Pourtant le ciel, en ces parages, nous accorde une intimité beaucoup plus étroite qu'ailleurs : il n'est pas seulement au-dessus de nos têtes, il nous environne de toute part ; il marche à nos côtés, un bras sur notre épaule, ainsi que l'ange avec Tobie. Le Gers est une invention de la lumière. Mais il y a aussi qu'on finirait par s'envoler presque, à force de monter et descendre, tandis que l'horizon s'ouvre encore, prêt à nous boire, jusqu'à la neige des Pyrénées.

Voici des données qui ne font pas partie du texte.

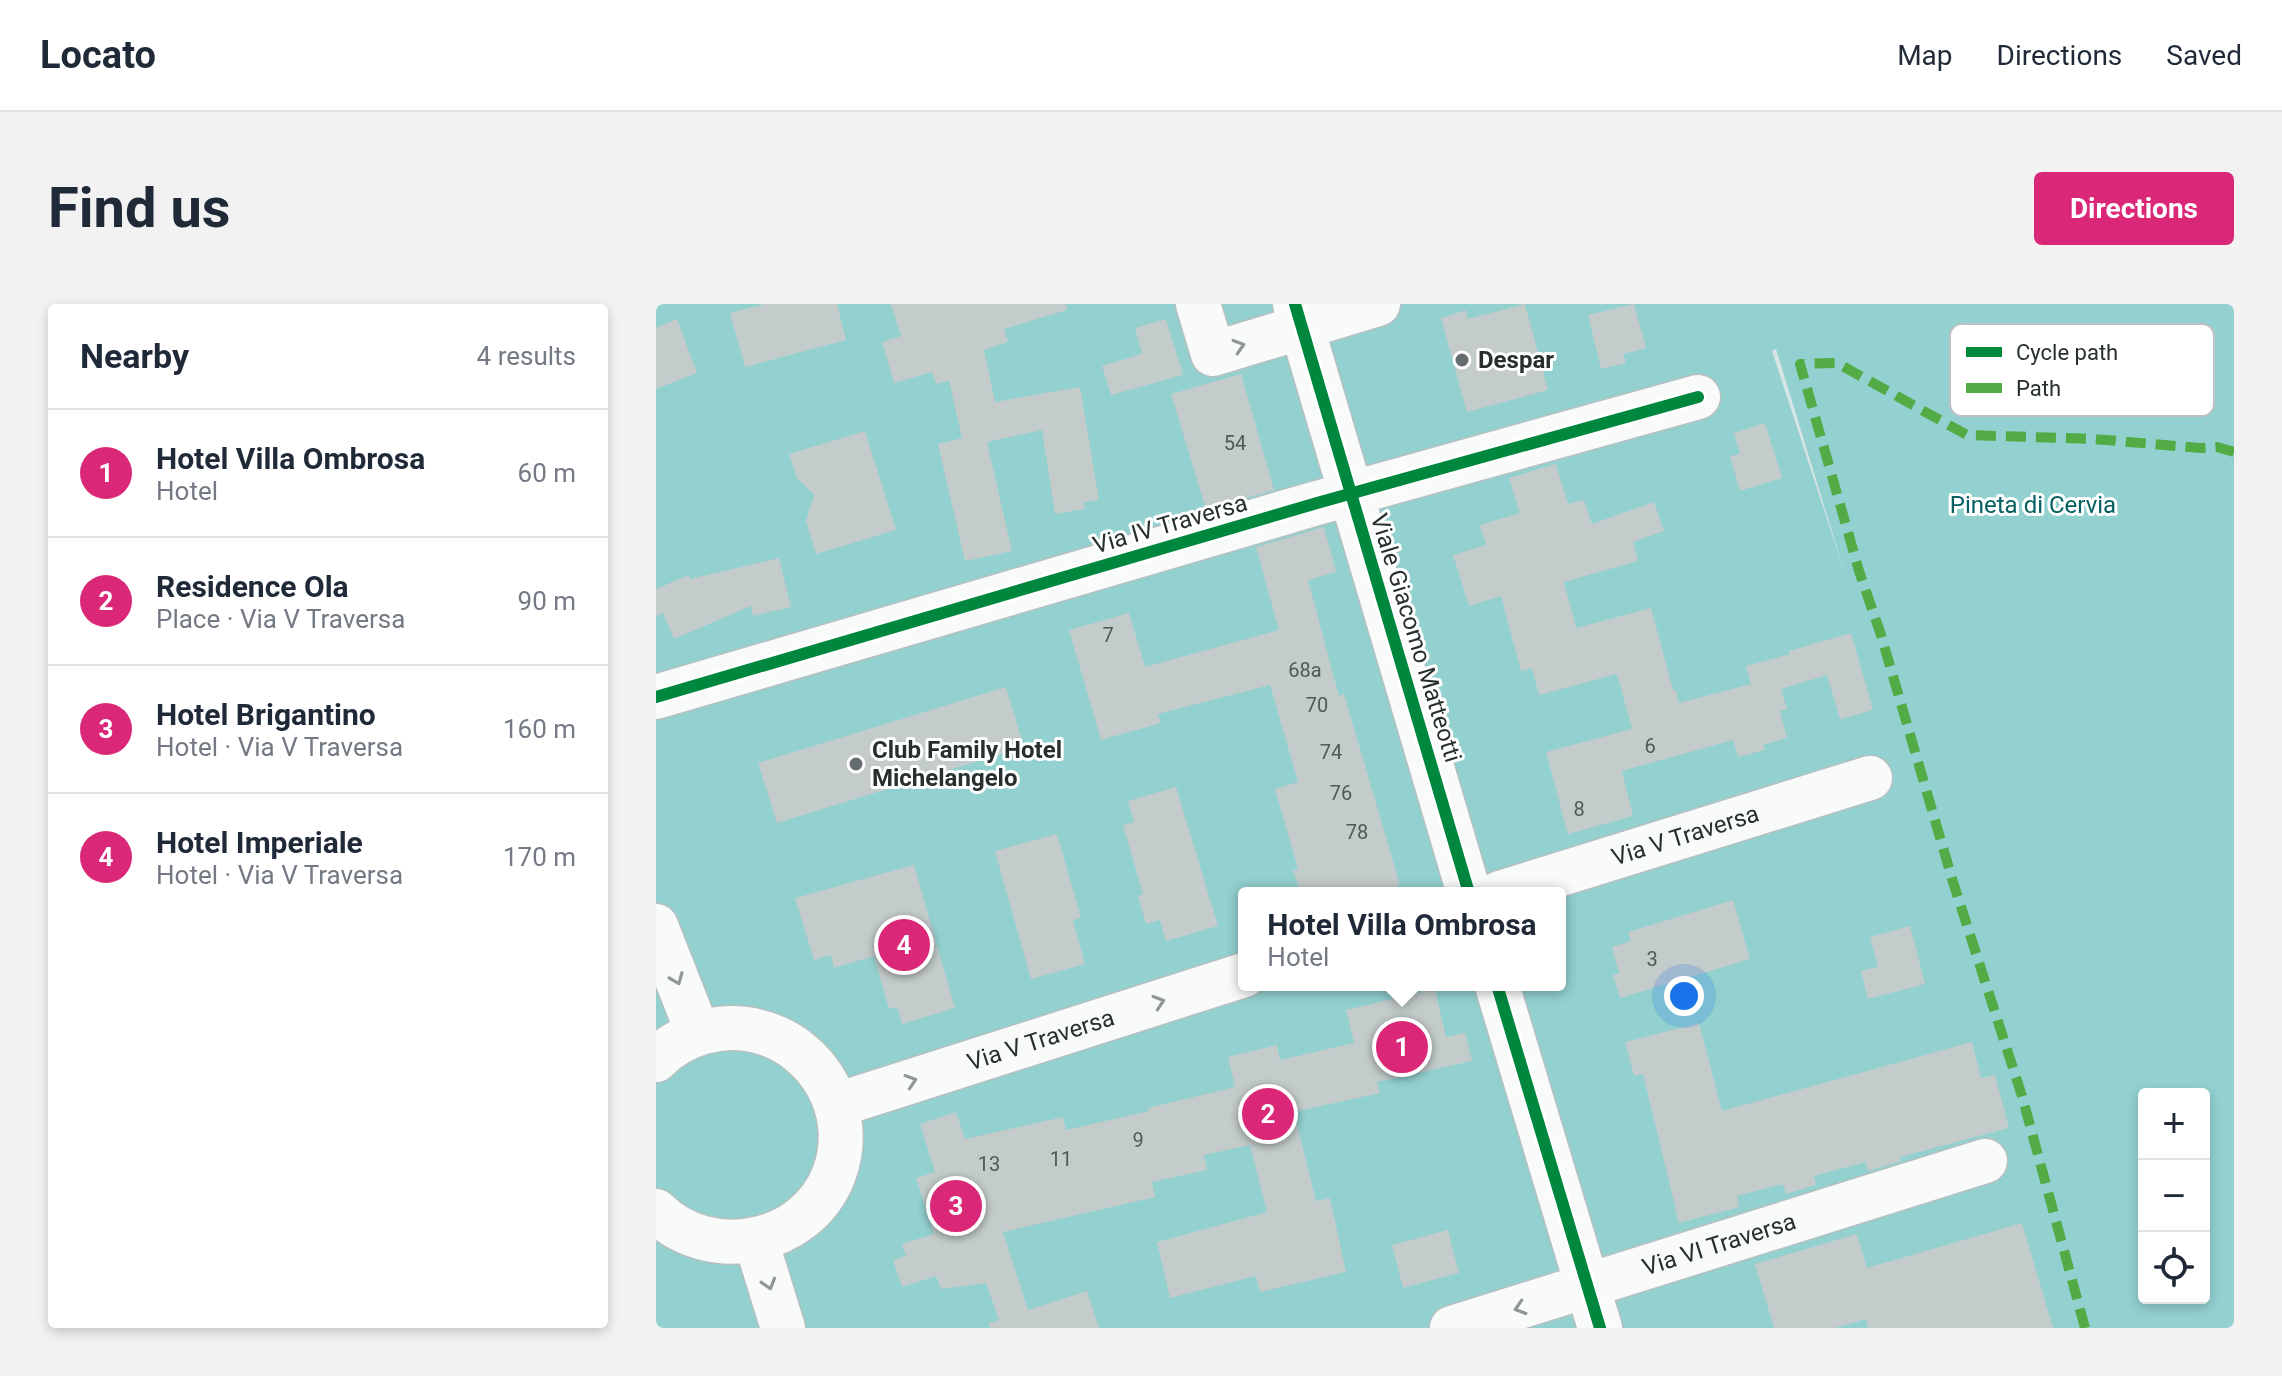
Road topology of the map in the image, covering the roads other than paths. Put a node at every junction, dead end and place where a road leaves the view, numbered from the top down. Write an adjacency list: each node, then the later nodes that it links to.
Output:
1 (1198, 304): 3 (street, one-way to 3)
2 (1378, 304): 3 (street)
3 (1298, 315): 5 (street, Viale Giacomo Matteotti)
4 (1698, 397): 5 (street, Via IV Traversa)
5 (1350, 494): 6 (street, Via IV Traversa); 8 (street, Viale Giacomo Matteotti)
6 (656, 697)
7 (1870, 778): 9 (street, Via V Traversa)
8 (1467, 887)
9 (1519, 887)
10 (656, 926): 13 (street, one-way to 13)
11 (1238, 977): 14 (street, Via V Traversa, one-way to 11)
12 (1499, 991): 20 (street)
13 (668, 1051): 14 (street)
14 (837, 1105): 18 (street)
15 (1985, 1161): 20 (street, Via VI Traversa)
16 (656, 1211): 17 (street)
17 (703, 1239): 18 (street); 19 (street)
18 (756, 1241): 21 (street, one-way to 21)
19 (656, 1253)
20 (1588, 1287): 22 (street, Via VI Traversa, one-way to 22); 23 (street)
21 (783, 1328)
22 (1452, 1328)
23 (1600, 1328)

Collines, crêtes, routes en balcon, modestes promontoires, tremplins pour le regard et pour le corps : ils sont la carte de la vie sur les hauts, de cette " civilisation des buttes " qui est peut-être l'essence du génie gascon, et le secret de sa fierté, chacun tutoyant l'espace, seul entre sa femme et la chapelle, près des cyprès trop grands pour leur cimetière. Renaud Camus renoue avec la tradition de la rêverie-promenade.
Ca ne l'empêche pas d'avoir quelques humeurs, au passage, de décrire avec précision les lieux, et d'enseigner clairement à se perdre. Un index remet un peu d'ordre.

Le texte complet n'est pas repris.